On Mon, Jun 25, 2018 at 06:24:37PM +0200, Hans van Kranenburg wrote:
> >> output hasn't changed for over 36 hours, unless you've got an insanely slow
> >> storage array, that's extremely unusual (it should only be moving at most
> >> 3GB of data per chunk)).
> >
> > I didn't hear from any developer, so I had to continue.
> > - btrfs scrub cancel did not work (hang)
>
> Did you mean balance cancel? It waits until the current block group is
> finished.
Yes, I meant that, thanks for correcting me. And you're correct that
because it was hung, cancel wasn't going to go anywhere.
At least my filesystem was still working at the time (as in IO was going
on just fine)
> > - at reboot mounting the filesystem hung, even with 4.17, which is
> > disappointing (it should not hang)
> > - mount -o recovery still hung
> > - mount -o ro did not hang though
> >
> > Sigh, why is my FS corrupted again?
>
> Again? Do you think balance is corrupting the filesystem? Or have there
> been previous btrfs check --repair operations which made smaller
> problems bigger in the past?
Honestly, I don't fully remember at this point, I keep notes, but not
detailled enough and it's been a little while.
I know I've had to delete/recreate this filesystem twice already over
the last years, but I'm not fully certain I remember when this one was
last wiped.
Yes, I do run balance along with scrub once a month:
btrfs balance start -musage=0 -v $mountpoint 2>&1 | grep -Ev "$FILTER"

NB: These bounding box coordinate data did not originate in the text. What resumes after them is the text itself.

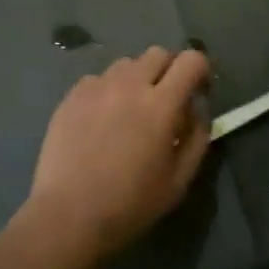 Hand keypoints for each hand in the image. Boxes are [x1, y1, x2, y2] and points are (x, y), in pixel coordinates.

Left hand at [26, 47, 210, 261]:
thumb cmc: (130, 204)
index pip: (191, 60)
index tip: (198, 91)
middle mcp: (130, 84)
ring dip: (137, 79)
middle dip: (169, 70)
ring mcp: (98, 86)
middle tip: (165, 100)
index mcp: (161, 104)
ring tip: (130, 109)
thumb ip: (197, 137)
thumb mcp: (179, 181)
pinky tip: (101, 119)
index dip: (200, 70)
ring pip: (127, 64)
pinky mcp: (73, 94)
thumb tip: (197, 109)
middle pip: (159, 53)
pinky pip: (99, 79)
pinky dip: (108, 90)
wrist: (68, 215) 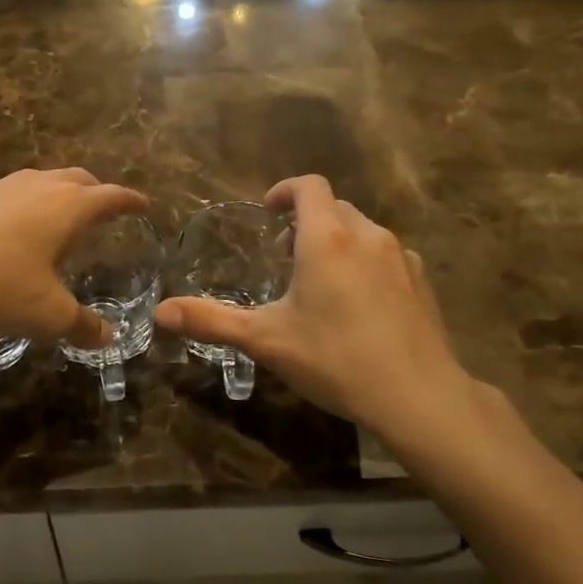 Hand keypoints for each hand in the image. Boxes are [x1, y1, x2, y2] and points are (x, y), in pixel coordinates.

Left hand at [0, 168, 148, 347]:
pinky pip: (10, 191)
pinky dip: (24, 202)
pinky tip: (12, 225)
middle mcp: (39, 187)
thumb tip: (108, 336)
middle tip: (105, 207)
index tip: (144, 205)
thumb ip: (82, 325)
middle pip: (78, 178)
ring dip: (59, 192)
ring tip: (59, 214)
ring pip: (42, 179)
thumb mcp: (48, 315)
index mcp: (68, 207)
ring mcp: (1, 187)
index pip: (111, 196)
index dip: (131, 201)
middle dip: (97, 190)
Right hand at [155, 175, 507, 460]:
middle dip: (307, 221)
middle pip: (334, 207)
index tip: (268, 211)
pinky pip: (388, 256)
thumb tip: (160, 312)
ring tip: (321, 281)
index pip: (309, 187)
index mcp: (325, 238)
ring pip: (363, 231)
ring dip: (337, 241)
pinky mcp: (422, 282)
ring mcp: (400, 258)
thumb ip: (211, 320)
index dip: (285, 191)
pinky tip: (360, 305)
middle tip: (285, 255)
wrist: (418, 396)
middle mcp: (365, 236)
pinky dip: (367, 264)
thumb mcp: (264, 340)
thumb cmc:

# After metadata, let's do data:
btrfs balance start -dusage=0 -v $mountpoint 2>&1 | grep -Ev "$FILTER"
btrfs balance start -dusage=20 -v $mountpoint 2>&1 | grep -Ev "$FILTER"
echo btrfs scrub start -Bd $mountpoint
ionice -c 3 nice -10 btrfs scrub start -Bd $mountpoint
Hard to say if balance has damaged my filesystem over time, but it's
definitely possible.
> Am I right to interpret the messages below, and see that you have
> extents that are referenced hundreds of times?
I'm not certain, but it's a backup server with many blocks that are the same, so it
could be some COW stuff, even if I didn't run any dedupe commands myself.
> Is there heavy snapshotting or deduping going on in this filesystem? If
> so, it's not surprising balance will get a hard time moving extents
> around, since it has to update all of the metadata for each extent again
> in hundreds of places.
There is some snapshotting, but maybe around 20 or so per subvolume, not hundreds.
> Did you investigate what balance was doing if it takes long? Is is using
> cpu all the time, or is it reading from disk slowly (random reads) or is
> it writing to disk all the time at full speed?
I couldn't see what it was doing, but it's running in the kernel, is it not?
(or can you just strace the user space command?)
Either way, it's too late for that now, and given that it didn't make progress of
a single block in 36H, I'm assuming it was well deadlocked.
Thanks for the reply.
Marc
--
"A mouse is a device used to point at the xterm you want to type in" - A.S.R.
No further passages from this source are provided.